When I say exercise, any physical activity will do. I like to do HIIT & targeted workouts at least 4-5 days a week, but that’s just me. You can do Yoga, walking, rowing, Zumba, weightlifting, CrossFit, swimming, or even Prancercise! There are so many workouts out there, you just gotta find the right one for you & get to it!

6 – Eat Clean & Feed Your Brain Positivity.

Eating comfort food will only comfort you for a little while until you start getting into a food coma, you’re all sluggish and you feel bloated.

Did you know certain foods are better for your mental health than others? For instance, Vitamin D, foods containing Omega-3s, leafy greens and foods rich in fiber and antioxidants are all beneficial in boosting moods and energy. Some of these foods have even been proven to help fight against depression. While you need to be feeding your body good foods, you should also make sure you’re not feeding your body bad things like alcohol, drugs, caffeine, and lots of sugar.

7 – Spend Time with Loved Ones

It’s human nature to want to feel love. I’m not just talking about romantic love, but every other kind of love. Love between family members, friends, and even pets and their owners. When we’re around people we love and who love us, we get happier and can even feel a sense of comfort and safety which will instinctively bring up our moods and better the state of our mental health.

The emotion “love” is connected to a chemical in our brain called dopamine, so when we feel love and are around people we love, that dopamine is activated and we feel a higher sense of happiness and appreciation.

8 – Productivity

Nothing makes me feel more accomplished than completing my daily task list. It makes me feel so good at the end of the day, knowing I actually accomplished something.

Slowly begin using a planner to make yourself some lists of things to do, and get to it. At first, you may find yourself not completing everything right away, but know that it will get better. Checking off your little empty boxes will give you a sense of pride and help you build up your productivity.

Also, here’s a tip about productivity that may help make you feel better about yourself.

Rather than making a list and checking it off throughout the day as you complete tasks, sit down at the end of each day and write down everything you did.

If you went to the gym, write it down. Went grocery shopping? Write it down. Worked a full shift AND came home and cooked dinner for yourself? Write that down! Unlike ordinary task lists that make you feel guilty by looking at all of the things you didn’t do that day, this new list will help you focus on all of the things you accomplished and see your productivity in a more positive light!

9 – Express Gratitude

Writing out what you’re grateful for can help you realize all of the positive aspects of your life.
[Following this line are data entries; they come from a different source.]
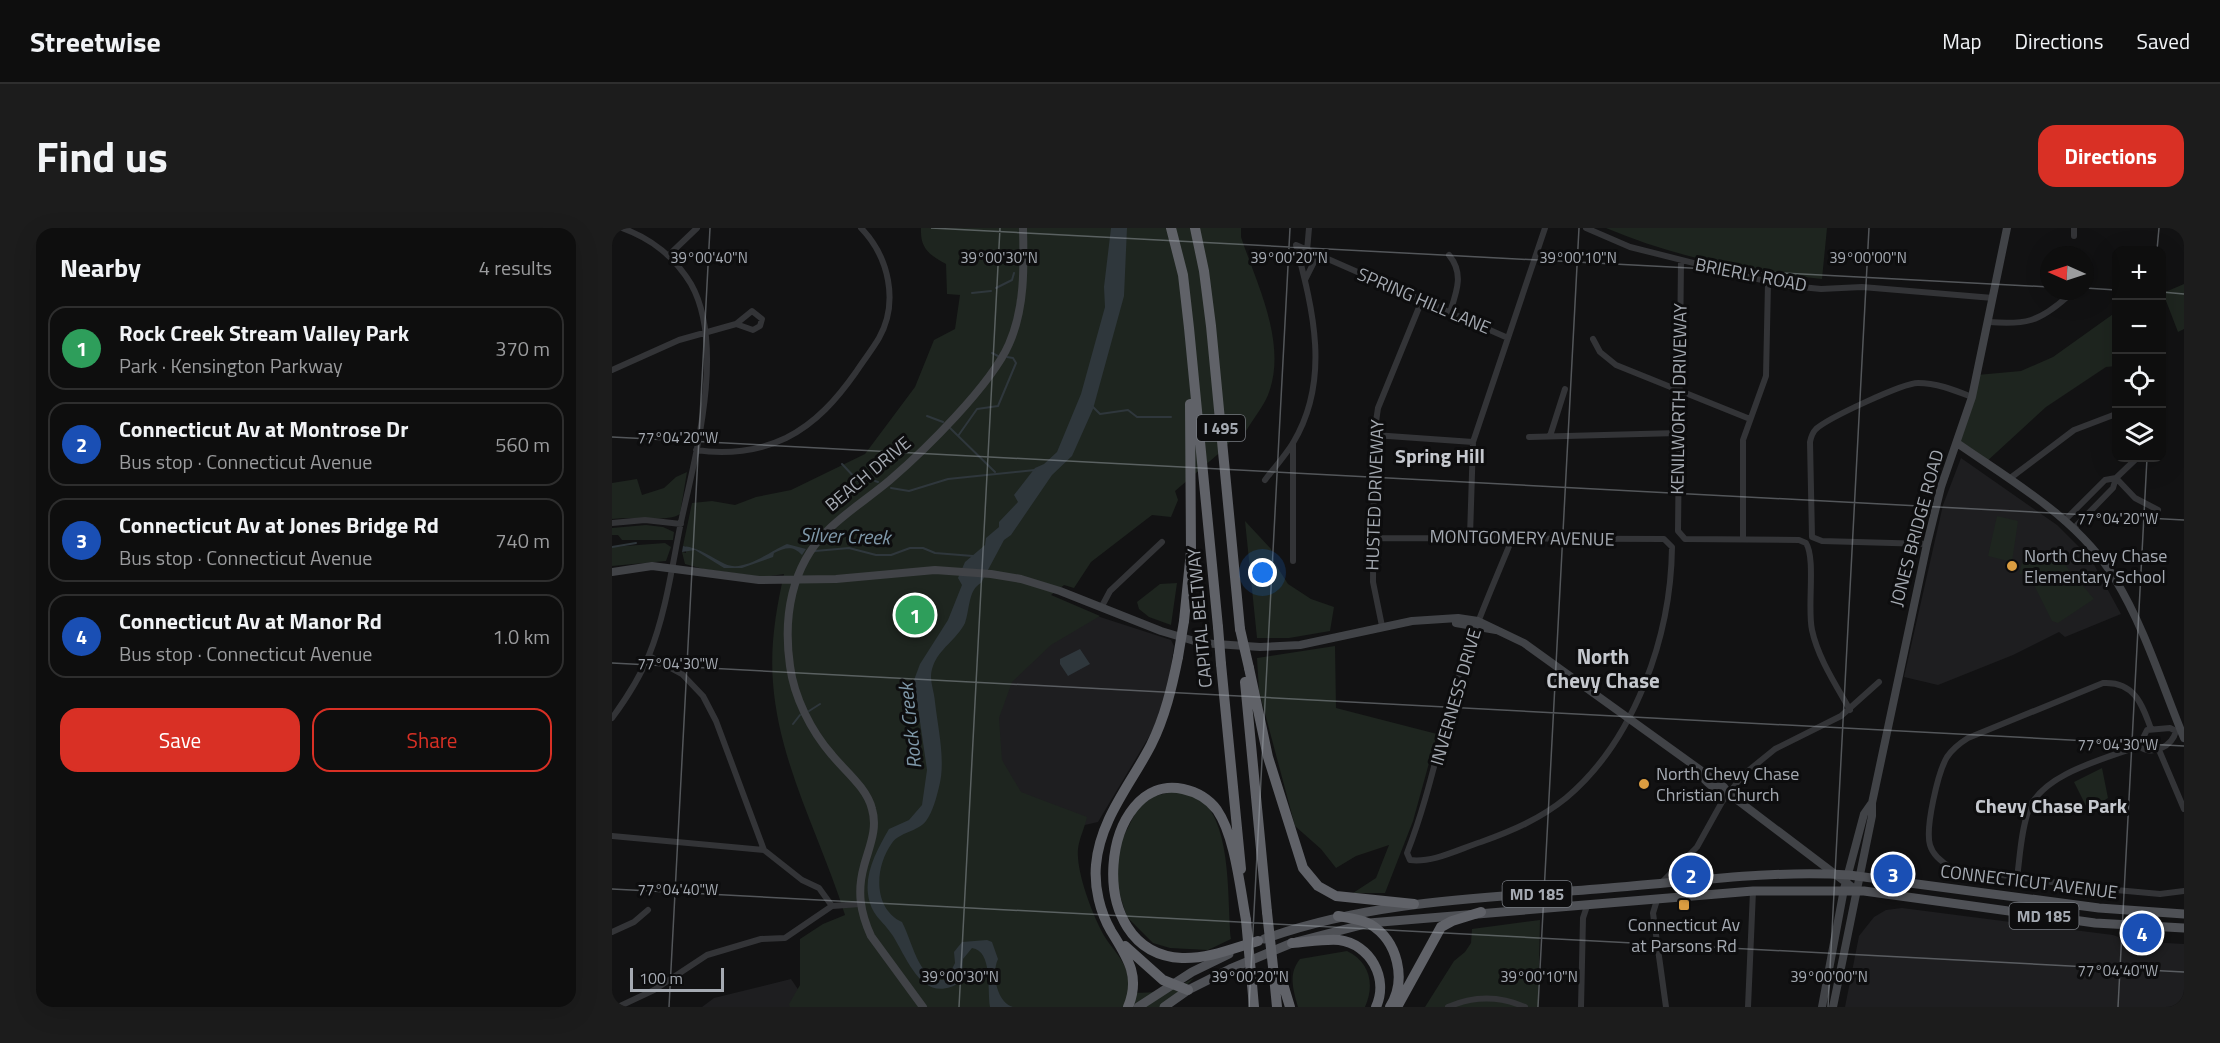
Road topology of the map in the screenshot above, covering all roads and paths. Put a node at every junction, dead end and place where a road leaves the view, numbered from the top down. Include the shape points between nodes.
1 (622, 228) edge
2 (697, 228) edge
3 (861, 228) edge
4 (1023, 228) edge
5 (1170, 228) edge
6 (1195, 228) edge
7 (1309, 228) edge
8 (1545, 228) edge
9 (1586, 228) edge
10 (2007, 228) edge
11 (2074, 228) edge
12 (2074, 236) dead end
13 (1307, 251) junction
14 (670, 254) junction
15 (1449, 255) dead end
16 (1317, 256) junction
17 (1681, 261) junction
18 (1305, 280) junction
19 (1768, 283) junction
20 (1993, 298) junction
21 (1422, 300) junction
22 (2064, 300) edge
23 (1450, 312) junction
24 (1989, 322) junction
25 (736, 324) dead end
26 (1189, 328) junction
27 (705, 331) junction
28 (1508, 338) junction
29 (1593, 339) dead end
30 (612, 370) edge
31 (1565, 389) dead end
32 (1680, 392) junction
33 (1972, 397) junction
34 (2112, 416) edge
35 (1750, 419) junction
36 (1678, 433) junction
37 (1374, 435) junction
38 (1550, 436) junction
39 (1529, 437) dead end
40 (1293, 442) junction
41 (1473, 442) junction
42 (1957, 443) junction
43 (696, 450) junction
44 (2133, 462) edge
45 (2116, 478) junction
46 (2010, 479) junction
47 (1265, 480) dead end
48 (2158, 510) dead end
49 (2064, 520) junction
50 (612, 523) edge
51 (681, 524) junction
52 (2073, 529) junction
53 (1470, 536) junction
54 (1372, 538) junction
55 (1512, 539) junction
56 (1743, 539) junction
57 (1162, 542) dead end
58 (1927, 544) junction
59 (1293, 561) dead end
60 (672, 569) junction
61 (612, 572) edge
62 (796, 580) junction
63 (1102, 606) junction
64 (1477, 624) junction
65 (1382, 626) junction
66 (649, 656) junction
67 (1246, 667) junction
68 (1879, 682) dead end
69 (1850, 710) junction
70 (612, 718) edge
71 (1628, 719) junction
72 (2151, 729) junction
73 (2180, 733) edge
74 (2139, 746) junction
75 (2159, 750) junction
76 (1728, 793) junction
77 (2184, 809) edge
78 (612, 836) edge
79 (764, 850) junction
80 (1835, 874) junction
81 (2017, 878) junction
82 (1849, 881) junction
83 (1660, 884) junction
84 (1856, 890) junction
85 (1753, 891) junction
86 (2184, 891) edge
87 (1658, 900) junction
88 (860, 904) junction
89 (1414, 904) junction
90 (832, 906) junction
91 (1587, 906) junction
92 (648, 910) dead end
93 (1481, 912) junction
94 (2184, 914) edge
95 (1338, 916) junction
96 (1246, 920) junction
97 (1369, 923) junction
98 (2184, 928) edge
99 (612, 932) edge
100 (1118, 940) junction
101 (1258, 941) junction
102 (1292, 943) junction
103 (1277, 975) junction
104 (1172, 984) junction
105 (1188, 990) junction
106 (618, 1007) edge
107 (923, 1007) edge
108 (1128, 1007) edge
109 (1138, 1007) edge
110 (1164, 1007) edge
111 (1254, 1007) edge
112 (1277, 1007) edge
113 (1290, 1007) edge
114 (1376, 1007) edge
115 (1390, 1007) edge
116 (1397, 1007) edge
117 (1448, 1007) edge
118 (1525, 1007) edge
119 (1581, 1007) edge
120 (1666, 1007) edge
121 (1748, 1007) edge
122 (1822, 1007) edge
123 (1833, 1007) edge

1 - 14 street via 651,240
2 - 14 street
3 - 43 street via 884,266 890,302 879,338 844,389 813,422 785,439 750,450
4 - 62 street, BEACH DRIVE via 1020,308 1001,358 919,454 829,528
5 - 26 highway, CAPITAL BELTWAY / I 495 via 1183,275
6 - 67 highway, I 495, bridge via 1211,326
7 - 13 street
8 - 28 street
9 - 17 street, BRIERLY ROAD via 1630,247
10 - 20 street, JONES BRIDGE ROAD
11 - 12 street
13 - 16 street, SPRING HILL LANE
13 - 18 street via 1296,245
14 - 27 street via 692,285
15 - 23 street via 1459,273
16 - 18 street
16 - 21 street, SPRING HILL LANE
17 - 19 street, BRIERLY ROAD
17 - 32 street, KENILWORTH DRIVEWAY
18 - 40 street via 1315,326 1316,363 1308,404
19 - 20 street, BRIERLY ROAD via 1821,289 1862,286
19 - 35 street via 1766,376
20 - 24 street, JONES BRIDGE ROAD
21 - 23 street, SPRING HILL LANE
21 - 37 street, HUSTED DRIVEWAY via 1378,408
22 - 24 street via 2019,325
23 - 28 street, SPRING HILL LANE
24 - 33 street, JONES BRIDGE ROAD
25 - 27 street
26 - 96 highway, CAPITAL BELTWAY / I 495, bridge
26 - 100 highway, bridge via 1191,551 1178,657 1164,716 1107,824 1098,849 1099,902
27 - 30 street
27 - 43 street via 706,389
28 - 41 street
29 - 32 street via 1600,352 1616,365
31 - 38 street
32 - 35 street
32 - 36 street, KENILWORTH DRIVEWAY
33 - 42 street, JONES BRIDGE ROAD
33 - 58 street via 1939,385 1916,383 1829,420 1812,434 1812,537 1822,542
34 - 46 street via 2074,430
35 - 56 street via 1743,440
36 - 38 street
36 - 56 street, KENILWORTH DRIVEWAY via 1680,537
37 - 41 street
37 - 54 street, HUSTED DRIVEWAY
38 - 39 street
40 - 47 street
40 - 59 street
41 - 53 street
42 - 46 street
42 - 58 street, JONES BRIDGE ROAD
43 - 51 street
44 - 45 street
45 - 48 street via 2135,498
45 - 49 street via 2105,480
45 - 52 street via 2113,488
46 - 49 street
49 - 52 street
50 - 51 street via 645,520
51 - 60 street
52 - 73 street via 2115,577 2133,610
53 - 54 street, MONTGOMERY AVENUE
53 - 55 street, MONTGOMERY AVENUE
54 - 65 street, HUSTED DRIVEWAY via 1372,582
55 - 64 street, INVERNESS DRIVE
55 - 71 street, MONTGOMERY AVENUE via 1664,539 1670,543 1657,646
56 - 69 street via 1806,543 1810,554 1812,631
57 - 63 street via 1110,591
58 - 82 street, JONES BRIDGE ROAD via 1872,816
60 - 61 street via 640,567
60 - 62 street via 734,578
60 - 66 street
62 - 63 street via 960,570 1021,579
62 - 88 street, BEACH DRIVE via 788,628 790,667 801,703 816,735 865,792 872,806 874,834 864,867
63 - 65 street via 1201,643 1290,646
64 - 65 street via 1452,620
64 - 71 street via 1524,643
64 - 71 street, INVERNESS DRIVE via 1407,856 1414,860 1437,857 1507,833 1540,816 1588,776
66 - 70 street
66 - 79 street via 682,674 704,696
67 - 89 highway via 1297,855 1310,878 1336,896
67 - 103 highway, I 495, bridge via 1267,912
68 - 69 street
69 - 76 street via 1770,753
71 - 76 street via 1696,768 1721,792
72 - 73 street via 2170,728
72 - 74 street
72 - 81 street via 2138,697 2130,688 2103,683 1968,738 1951,751 1936,796 1928,834 1930,846 1936,857 1952,868
73 - 75 street
74 - 75 street via 2148,751
74 - 81 street via 2053,781 2039,793 2027,815
75 - 77 street
76 - 80 street
76 - 83 street via 1697,847
78 - 79 street
79 - 90 street via 802,880 819,888
80 - 82 main road, CONNECTICUT AVENUE / MD 185
80 - 83 main road, CONNECTICUT AVENUE / MD 185
81 - 86 street via 2160,894
82 - 84 main road, CONNECTICUT AVENUE / MD 185
82 - 84 street, JONES BRIDGE ROAD
82 - 85 main road, CONNECTICUT AVENUE / MD 185
82 - 94 main road, CONNECTICUT AVENUE / MD 185
82 - 122 street, JONES BRIDGE ROAD
83 - 89 main road, CONNECTICUT AVENUE / MD 185
84 - 98 main road, CONNECTICUT AVENUE / MD 185 via 2095,923
84 - 123 street, JONES BRIDGE ROAD
85 - 87 main road, CONNECTICUT AVENUE / MD 185
85 - 121 street
87 - 91 main road, CONNECTICUT AVENUE / MD 185
87 - 120 street via 1653,913
88 - 90 street
88 - 107 street, BEACH DRIVE via 872,936
89 - 95 main road, CONNECTICUT AVENUE / MD 185
90 - 106 street via 784,938 761,939 707,955 654,990
91 - 93 main road, CONNECTICUT AVENUE / MD 185
91 - 119 street via 1583,918
92 - 99 street
93 - 97 main road, CONNECTICUT AVENUE / MD 185
93 - 116 highway via 1441,927
95 - 97 highway
95 - 101 main road, CONNECTICUT AVENUE / MD 185
96 - 101 highway via 1227,832 1217,810 1201,795 1179,788 1146,798 1121,829 1111,871 1116,899 1137,938 1161,954 1185,958
96 - 111 highway, CAPITAL BELTWAY / I 495, bridge
97 - 102 main road, CONNECTICUT AVENUE / MD 185
97 - 115 highway via 1388,941 1397,963 1398,988
100 - 104 highway
100 - 108 highway via 1135,980
101 - 104 main road, CONNECTICUT AVENUE / MD 185
102 - 105 main road, CONNECTICUT AVENUE / MD 185
102 - 114 highway via 1336,940 1365,952 1380,979
103 - 112 highway, I 495
103 - 113 highway
104 - 105 highway
104 - 109 main road, CONNECTICUT AVENUE / MD 185
105 - 110 main road, CONNECTICUT AVENUE / MD 185
117 - 118 street via 1491,999

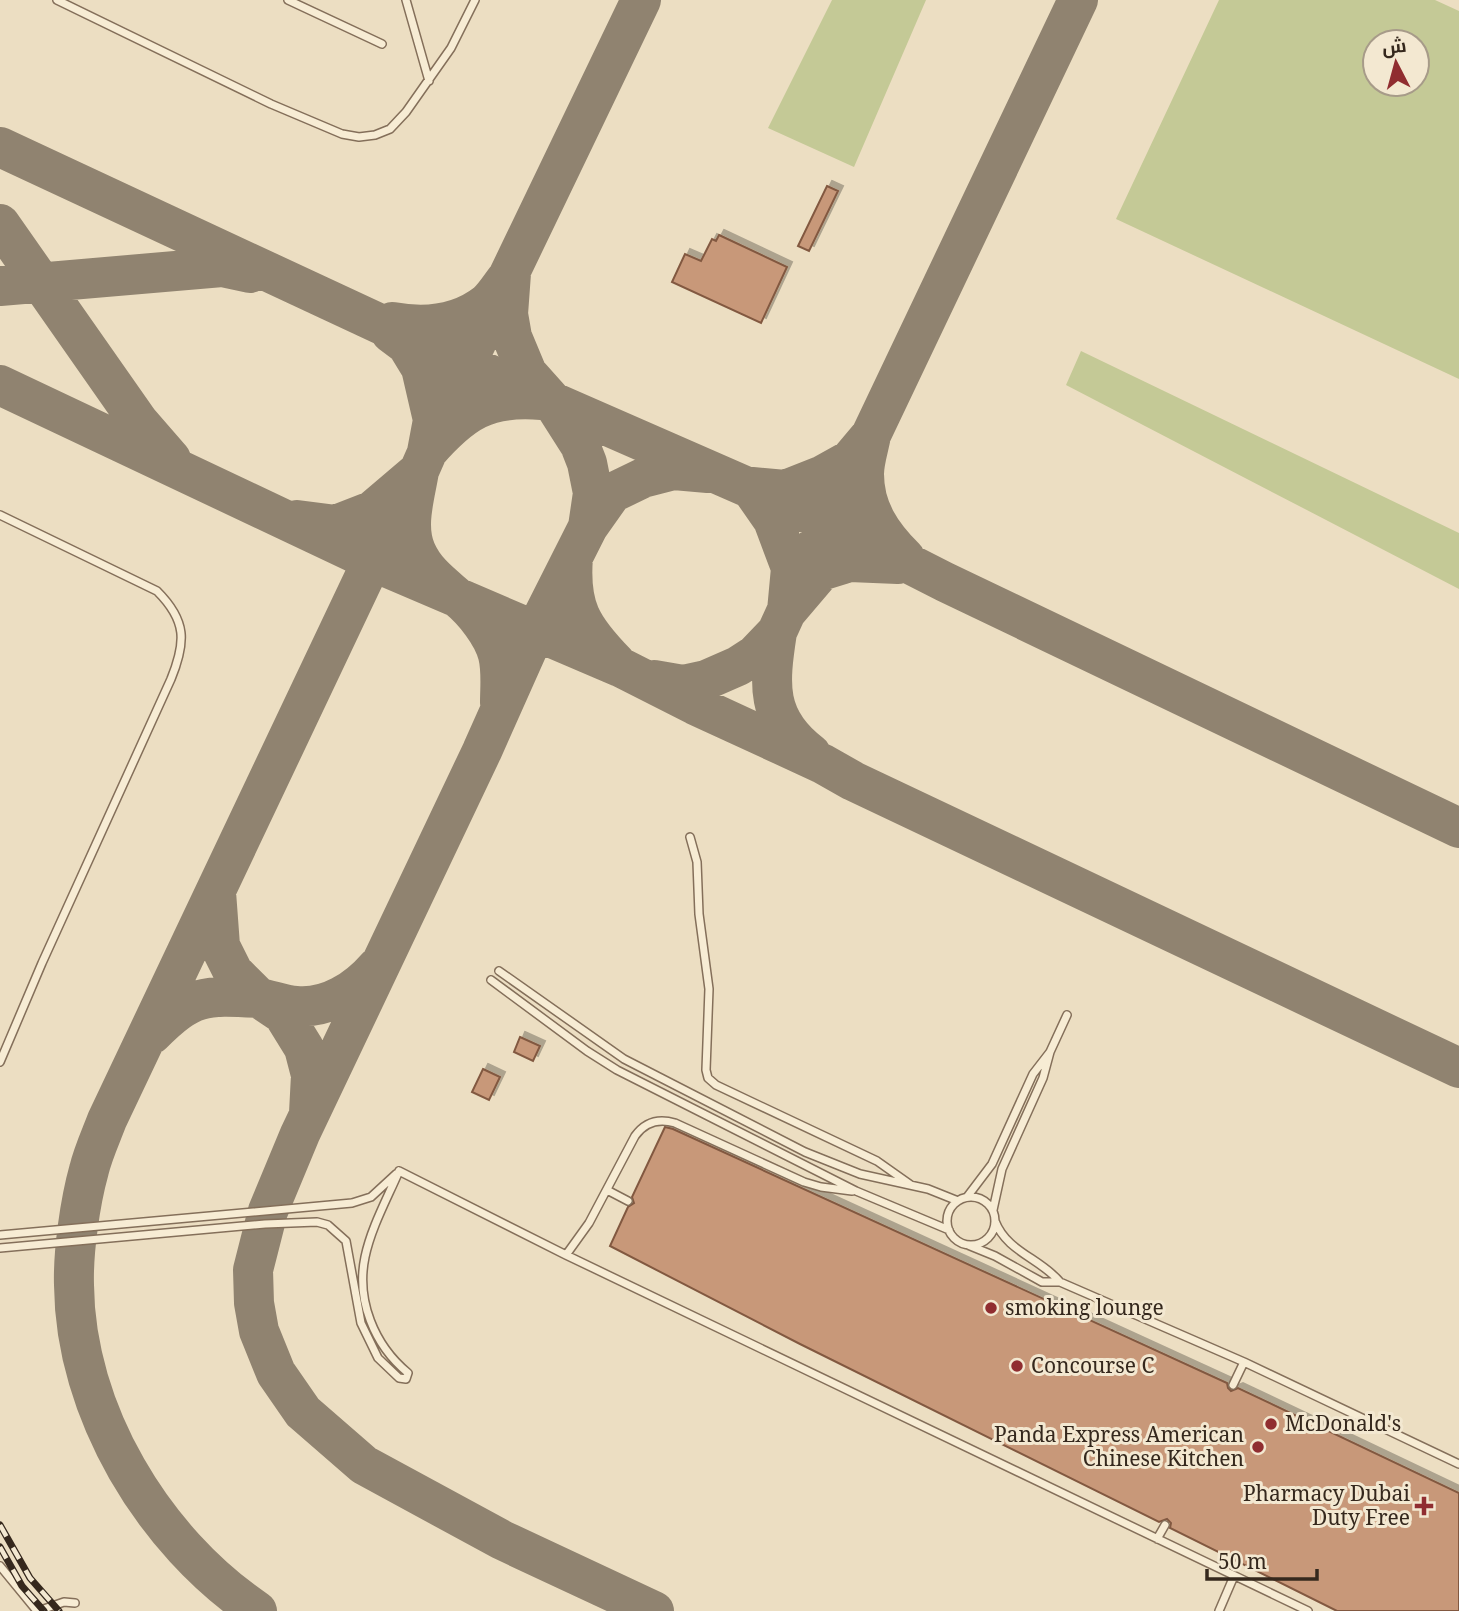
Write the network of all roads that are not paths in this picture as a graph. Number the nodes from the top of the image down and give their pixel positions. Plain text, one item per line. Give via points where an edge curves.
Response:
1 (57, 0) edge
2 (288, 0) edge
3 (406, 0) edge
4 (471, 1) edge
5 (382, 44) dead end
6 (429, 81) junction
7 (0, 516) edge
8 (691, 837) dead end
9 (499, 971) dead end
10 (491, 980) dead end
11 (1067, 1015) dead end
12 (1050, 1052) junction
13 (0, 1062) edge
14 (399, 1171) junction
15 (911, 1185) junction
16 (607, 1190) junction
17 (856, 1191) junction
18 (967, 1197) junction
19 (628, 1201) dead end
20 (958, 1201) junction
21 (993, 1210) junction
22 (995, 1221) junction
23 (949, 1230) junction
24 (0, 1235) edge
25 (967, 1245) junction
26 (0, 1248) edge
27 (566, 1255) junction
28 (1060, 1282) junction
29 (1244, 1362) junction
30 (1233, 1385) dead end
31 (1459, 1464) edge
32 (1165, 1525) dead end
33 (1157, 1539) junction
34 (0, 1566) edge
35 (1234, 1576) junction
36 (75, 1603) dead end
37 (37, 1611) edge
38 (1219, 1611) edge
39 (1308, 1611) edge

1 - 6 lane via 271,104 351,136 368,137 390,129
2 - 5 lane
3 - 6 lane
4 - 6 lane via 451,48
7 - 13 lane via 157,591 174,612 181,639 171,679
8 - 15 lane via 709,989 708,1078 877,1161
9 - 15 lane via 624,1059 843,1168
10 - 17 lane via 617,1070
11 - 12 lane
12 - 18 lane via 1033,1074 992,1164
12 - 21 lane via 1000,1176
14 - 24 lane via 371,1197 352,1203
14 - 26 lane via 365,1256 363,1281 371,1324 388,1354 408,1373 406,1380 389,1370 365,1333 346,1241 328,1225 184,1231
14 - 27 lane
15 - 20 lane
16 - 17 lane via 639,1131 661,1120 804,1182
16 - 19 lane
16 - 27 lane
17 - 23 lane
18 - 20 lane
18 - 21 lane via 982,1199
20 - 23 lane via 948,1213
21 - 22 lane
22 - 25 lane via 990,1236
22 - 28 lane via 1012,1245
23 - 25 lane
25 - 28 lane via 1042,1282
27 - 33 lane
28 - 29 lane
29 - 30 lane
29 - 31 lane
32 - 33 lane
33 - 35 lane
34 - 37 lane
35 - 38 lane
35 - 39 lane
36 - 37 lane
Although, at this point in time, you may be more focused on the negatives, the more you focus on the positives, the easier it will become for you to not sweat the negatives so much.

There are a bunch of other ways and exercises to help you practice gratitude. You can buy a journal specifically for gratitude or you can try out some of these exercises/worksheets.

10 – Do at least one thing you love every day

I don’t even need to explain this one since it’s pretty self-explanatory. Personally, I love photography, listening to music, going on walks, writing, watching movies and playing with puppies. When I’m stressing, I can always count on one of these things to lift my mood.

You know what you love. So, I challenge you to do one thing you love each day. It doesn’t have to be something huge like going to Disneyland. It could be small like listening to your favorite podcast or playing a game on your phone. Whatever it is, do it & your mental health will thank you for it later!